(Beginning of Recorded information)

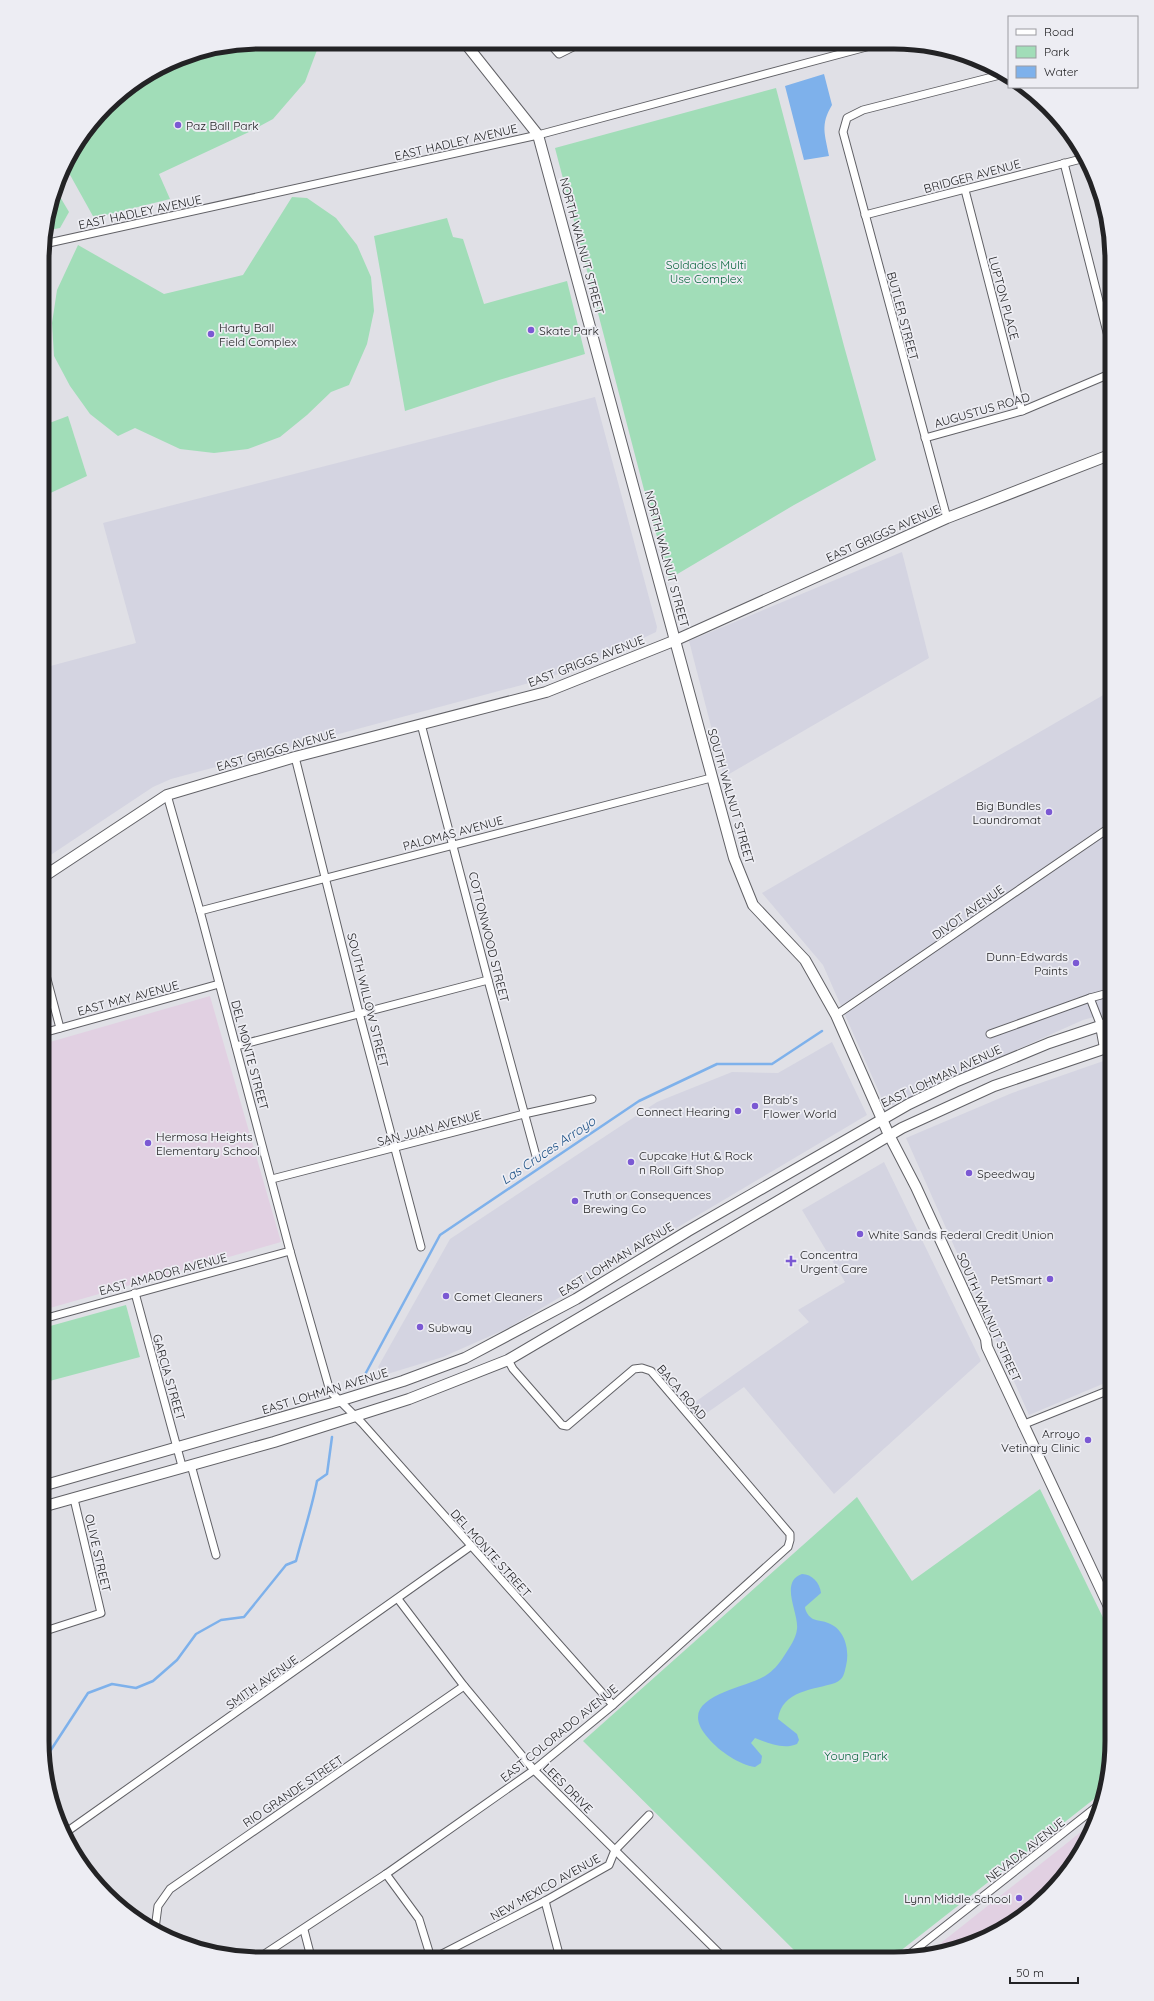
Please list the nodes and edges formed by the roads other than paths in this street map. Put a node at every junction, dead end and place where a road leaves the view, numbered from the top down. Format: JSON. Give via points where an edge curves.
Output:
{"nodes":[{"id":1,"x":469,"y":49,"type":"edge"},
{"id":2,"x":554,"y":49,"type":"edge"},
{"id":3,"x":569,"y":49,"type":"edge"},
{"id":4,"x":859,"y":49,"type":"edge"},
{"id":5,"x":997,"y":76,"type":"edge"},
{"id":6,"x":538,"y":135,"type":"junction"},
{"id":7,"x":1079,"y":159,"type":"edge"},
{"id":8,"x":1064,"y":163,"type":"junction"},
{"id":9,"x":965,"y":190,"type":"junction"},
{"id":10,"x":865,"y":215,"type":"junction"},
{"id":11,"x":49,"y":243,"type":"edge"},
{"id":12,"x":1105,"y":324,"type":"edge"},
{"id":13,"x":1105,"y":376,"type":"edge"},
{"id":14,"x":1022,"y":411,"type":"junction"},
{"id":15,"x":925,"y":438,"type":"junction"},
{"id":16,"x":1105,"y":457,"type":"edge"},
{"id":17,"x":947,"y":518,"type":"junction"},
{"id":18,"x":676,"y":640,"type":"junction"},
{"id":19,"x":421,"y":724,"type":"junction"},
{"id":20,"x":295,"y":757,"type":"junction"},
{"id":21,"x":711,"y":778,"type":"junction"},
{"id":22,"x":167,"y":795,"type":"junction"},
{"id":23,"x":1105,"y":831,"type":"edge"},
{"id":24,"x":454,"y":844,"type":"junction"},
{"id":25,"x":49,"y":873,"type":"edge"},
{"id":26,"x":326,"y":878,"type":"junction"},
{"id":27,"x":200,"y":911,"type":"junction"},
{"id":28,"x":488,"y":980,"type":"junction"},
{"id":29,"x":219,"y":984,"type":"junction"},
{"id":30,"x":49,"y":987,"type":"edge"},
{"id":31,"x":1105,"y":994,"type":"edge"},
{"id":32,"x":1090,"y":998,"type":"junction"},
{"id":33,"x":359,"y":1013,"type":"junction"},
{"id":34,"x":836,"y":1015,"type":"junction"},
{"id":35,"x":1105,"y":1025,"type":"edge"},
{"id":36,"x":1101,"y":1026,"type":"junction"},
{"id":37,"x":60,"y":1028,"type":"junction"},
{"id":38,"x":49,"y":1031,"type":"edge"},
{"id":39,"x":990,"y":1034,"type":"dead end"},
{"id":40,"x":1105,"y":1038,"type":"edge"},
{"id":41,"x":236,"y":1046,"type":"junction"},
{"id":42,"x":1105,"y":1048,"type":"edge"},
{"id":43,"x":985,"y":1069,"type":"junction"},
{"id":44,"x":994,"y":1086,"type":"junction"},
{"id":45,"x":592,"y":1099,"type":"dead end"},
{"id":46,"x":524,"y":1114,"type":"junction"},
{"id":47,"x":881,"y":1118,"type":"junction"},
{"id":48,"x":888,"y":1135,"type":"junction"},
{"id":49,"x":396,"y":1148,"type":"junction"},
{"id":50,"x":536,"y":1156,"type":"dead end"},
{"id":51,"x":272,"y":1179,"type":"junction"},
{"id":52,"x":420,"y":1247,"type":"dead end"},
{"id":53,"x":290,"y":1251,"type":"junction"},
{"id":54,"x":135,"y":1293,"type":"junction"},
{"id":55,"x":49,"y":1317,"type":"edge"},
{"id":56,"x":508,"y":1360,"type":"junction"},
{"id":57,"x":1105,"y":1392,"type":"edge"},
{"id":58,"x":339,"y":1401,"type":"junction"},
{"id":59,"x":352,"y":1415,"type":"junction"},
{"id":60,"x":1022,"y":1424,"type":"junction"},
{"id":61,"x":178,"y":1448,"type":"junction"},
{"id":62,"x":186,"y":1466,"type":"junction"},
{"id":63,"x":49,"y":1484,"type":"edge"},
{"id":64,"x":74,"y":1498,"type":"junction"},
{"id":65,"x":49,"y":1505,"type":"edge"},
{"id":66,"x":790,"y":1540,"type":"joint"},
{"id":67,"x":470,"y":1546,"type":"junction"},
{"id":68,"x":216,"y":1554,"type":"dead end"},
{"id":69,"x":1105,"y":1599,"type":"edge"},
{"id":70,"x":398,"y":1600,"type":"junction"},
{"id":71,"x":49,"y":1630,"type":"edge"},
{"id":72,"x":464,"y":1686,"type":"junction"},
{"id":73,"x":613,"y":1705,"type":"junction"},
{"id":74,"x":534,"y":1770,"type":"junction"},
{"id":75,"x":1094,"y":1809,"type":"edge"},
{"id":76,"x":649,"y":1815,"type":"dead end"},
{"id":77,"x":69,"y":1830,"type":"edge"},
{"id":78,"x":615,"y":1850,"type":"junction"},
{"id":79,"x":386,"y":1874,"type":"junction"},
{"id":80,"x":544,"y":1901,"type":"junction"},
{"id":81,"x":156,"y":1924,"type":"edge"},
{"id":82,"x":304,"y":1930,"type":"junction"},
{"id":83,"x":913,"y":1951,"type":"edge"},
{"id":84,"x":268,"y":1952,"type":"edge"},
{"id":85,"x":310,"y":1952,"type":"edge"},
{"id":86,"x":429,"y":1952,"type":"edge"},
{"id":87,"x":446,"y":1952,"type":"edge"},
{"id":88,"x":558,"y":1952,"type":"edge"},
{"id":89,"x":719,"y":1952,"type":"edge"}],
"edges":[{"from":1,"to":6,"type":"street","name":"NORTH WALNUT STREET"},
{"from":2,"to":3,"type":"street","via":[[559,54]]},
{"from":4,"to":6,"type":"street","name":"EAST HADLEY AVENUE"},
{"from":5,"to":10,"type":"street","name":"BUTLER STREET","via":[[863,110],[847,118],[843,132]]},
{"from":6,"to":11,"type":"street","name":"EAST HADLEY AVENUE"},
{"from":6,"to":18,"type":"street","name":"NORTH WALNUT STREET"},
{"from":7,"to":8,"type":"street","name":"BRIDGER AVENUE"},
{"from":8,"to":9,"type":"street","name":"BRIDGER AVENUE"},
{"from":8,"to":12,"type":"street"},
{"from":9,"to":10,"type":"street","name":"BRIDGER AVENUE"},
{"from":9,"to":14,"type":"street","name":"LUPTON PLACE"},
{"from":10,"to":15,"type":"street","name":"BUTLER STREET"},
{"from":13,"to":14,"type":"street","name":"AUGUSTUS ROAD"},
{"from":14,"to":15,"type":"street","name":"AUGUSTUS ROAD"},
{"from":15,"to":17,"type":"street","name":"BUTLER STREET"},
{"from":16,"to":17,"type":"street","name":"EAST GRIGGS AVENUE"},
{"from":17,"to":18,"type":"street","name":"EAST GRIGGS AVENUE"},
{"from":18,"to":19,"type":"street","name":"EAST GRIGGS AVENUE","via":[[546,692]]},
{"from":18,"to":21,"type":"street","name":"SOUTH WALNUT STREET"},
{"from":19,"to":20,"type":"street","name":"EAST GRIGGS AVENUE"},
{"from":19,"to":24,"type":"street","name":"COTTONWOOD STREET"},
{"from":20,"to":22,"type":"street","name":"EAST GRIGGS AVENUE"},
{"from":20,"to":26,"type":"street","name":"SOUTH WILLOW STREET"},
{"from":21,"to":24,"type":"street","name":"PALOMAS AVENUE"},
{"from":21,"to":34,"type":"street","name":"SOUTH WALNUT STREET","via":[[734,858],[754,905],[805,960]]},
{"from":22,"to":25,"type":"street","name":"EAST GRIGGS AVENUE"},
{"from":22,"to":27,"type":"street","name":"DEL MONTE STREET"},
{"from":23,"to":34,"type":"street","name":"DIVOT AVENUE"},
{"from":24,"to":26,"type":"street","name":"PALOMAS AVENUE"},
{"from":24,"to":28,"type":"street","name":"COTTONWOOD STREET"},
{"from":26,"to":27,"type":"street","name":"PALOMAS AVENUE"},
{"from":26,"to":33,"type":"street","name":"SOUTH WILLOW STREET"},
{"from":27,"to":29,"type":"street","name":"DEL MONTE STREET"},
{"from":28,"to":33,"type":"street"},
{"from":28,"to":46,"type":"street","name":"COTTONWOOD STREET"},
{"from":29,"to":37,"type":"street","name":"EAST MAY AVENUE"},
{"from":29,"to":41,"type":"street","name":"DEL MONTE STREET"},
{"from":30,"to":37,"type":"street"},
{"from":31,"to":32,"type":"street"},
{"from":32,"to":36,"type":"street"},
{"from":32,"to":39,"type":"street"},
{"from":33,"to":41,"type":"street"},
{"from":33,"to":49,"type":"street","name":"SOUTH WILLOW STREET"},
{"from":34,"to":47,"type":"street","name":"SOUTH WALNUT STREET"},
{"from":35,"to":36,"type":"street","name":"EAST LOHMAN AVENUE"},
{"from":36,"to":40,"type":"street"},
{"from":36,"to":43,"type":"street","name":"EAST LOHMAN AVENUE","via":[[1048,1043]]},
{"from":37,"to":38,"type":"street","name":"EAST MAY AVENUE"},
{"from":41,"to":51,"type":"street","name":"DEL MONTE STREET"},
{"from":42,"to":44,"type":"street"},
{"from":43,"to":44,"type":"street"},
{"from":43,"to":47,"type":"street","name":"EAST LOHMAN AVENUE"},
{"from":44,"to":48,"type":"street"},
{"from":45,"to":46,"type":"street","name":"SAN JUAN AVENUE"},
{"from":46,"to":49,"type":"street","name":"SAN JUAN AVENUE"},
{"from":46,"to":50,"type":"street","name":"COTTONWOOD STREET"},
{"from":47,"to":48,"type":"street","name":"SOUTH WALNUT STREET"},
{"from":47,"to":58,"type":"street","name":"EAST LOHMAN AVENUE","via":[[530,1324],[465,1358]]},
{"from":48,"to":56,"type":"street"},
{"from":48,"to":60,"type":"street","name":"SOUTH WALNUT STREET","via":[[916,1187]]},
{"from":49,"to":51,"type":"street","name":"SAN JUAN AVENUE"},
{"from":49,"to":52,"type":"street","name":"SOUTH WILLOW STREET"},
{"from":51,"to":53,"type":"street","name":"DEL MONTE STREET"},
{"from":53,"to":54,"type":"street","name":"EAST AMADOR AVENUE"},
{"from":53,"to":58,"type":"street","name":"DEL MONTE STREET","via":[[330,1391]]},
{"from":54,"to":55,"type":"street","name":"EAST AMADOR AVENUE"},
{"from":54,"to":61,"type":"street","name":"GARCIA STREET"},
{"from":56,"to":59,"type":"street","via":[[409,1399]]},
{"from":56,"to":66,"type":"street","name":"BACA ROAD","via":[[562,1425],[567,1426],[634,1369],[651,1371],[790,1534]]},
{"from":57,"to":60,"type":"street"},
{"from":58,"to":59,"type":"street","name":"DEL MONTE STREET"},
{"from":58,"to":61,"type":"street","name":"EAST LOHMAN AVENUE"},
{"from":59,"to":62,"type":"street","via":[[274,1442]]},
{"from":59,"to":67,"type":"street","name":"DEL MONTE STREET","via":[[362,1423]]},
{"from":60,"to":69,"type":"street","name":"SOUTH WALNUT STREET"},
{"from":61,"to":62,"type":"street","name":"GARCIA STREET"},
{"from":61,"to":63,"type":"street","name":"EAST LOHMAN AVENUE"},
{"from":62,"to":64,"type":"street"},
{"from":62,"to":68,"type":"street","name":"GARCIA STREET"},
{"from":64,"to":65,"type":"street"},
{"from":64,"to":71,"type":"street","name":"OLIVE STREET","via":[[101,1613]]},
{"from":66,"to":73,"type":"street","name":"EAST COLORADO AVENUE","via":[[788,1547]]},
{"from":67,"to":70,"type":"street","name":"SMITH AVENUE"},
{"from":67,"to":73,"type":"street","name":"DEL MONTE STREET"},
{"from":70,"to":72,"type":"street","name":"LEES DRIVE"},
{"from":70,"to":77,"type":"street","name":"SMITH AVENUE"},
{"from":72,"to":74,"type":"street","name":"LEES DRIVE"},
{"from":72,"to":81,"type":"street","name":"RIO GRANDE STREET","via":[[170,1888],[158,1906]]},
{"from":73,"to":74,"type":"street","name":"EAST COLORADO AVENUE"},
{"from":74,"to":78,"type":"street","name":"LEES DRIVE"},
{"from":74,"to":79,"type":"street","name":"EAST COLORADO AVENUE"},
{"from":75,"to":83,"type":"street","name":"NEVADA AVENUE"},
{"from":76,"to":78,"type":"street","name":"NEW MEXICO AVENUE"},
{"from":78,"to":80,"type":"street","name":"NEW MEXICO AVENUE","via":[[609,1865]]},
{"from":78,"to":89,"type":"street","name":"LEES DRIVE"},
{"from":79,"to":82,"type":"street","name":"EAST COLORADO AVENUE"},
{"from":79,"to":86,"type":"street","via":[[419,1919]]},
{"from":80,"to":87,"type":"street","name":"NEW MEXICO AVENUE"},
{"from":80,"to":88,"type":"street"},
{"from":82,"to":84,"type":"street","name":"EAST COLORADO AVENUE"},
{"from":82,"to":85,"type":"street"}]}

(End of Recorded information)

> **Assigned task**
Where a line in the material above holds "SOUTH", copy that line.

> **Finished exercise**
{"from":18,"to":21,"type":"street","name":"SOUTH WALNUT STREET"},
{"from":20,"to":26,"type":"street","name":"SOUTH WILLOW STREET"},
{"from":21,"to":34,"type":"street","name":"SOUTH WALNUT STREET","via":[[734,858],[754,905],[805,960]]},
{"from":26,"to":33,"type":"street","name":"SOUTH WILLOW STREET"},
{"from":33,"to":49,"type":"street","name":"SOUTH WILLOW STREET"},
{"from":34,"to":47,"type":"street","name":"SOUTH WALNUT STREET"},
{"from":47,"to":48,"type":"street","name":"SOUTH WALNUT STREET"},
{"from":48,"to":60,"type":"street","name":"SOUTH WALNUT STREET","via":[[916,1187]]},
{"from":49,"to":52,"type":"street","name":"SOUTH WILLOW STREET"},
{"from":60,"to":69,"type":"street","name":"SOUTH WALNUT STREET"},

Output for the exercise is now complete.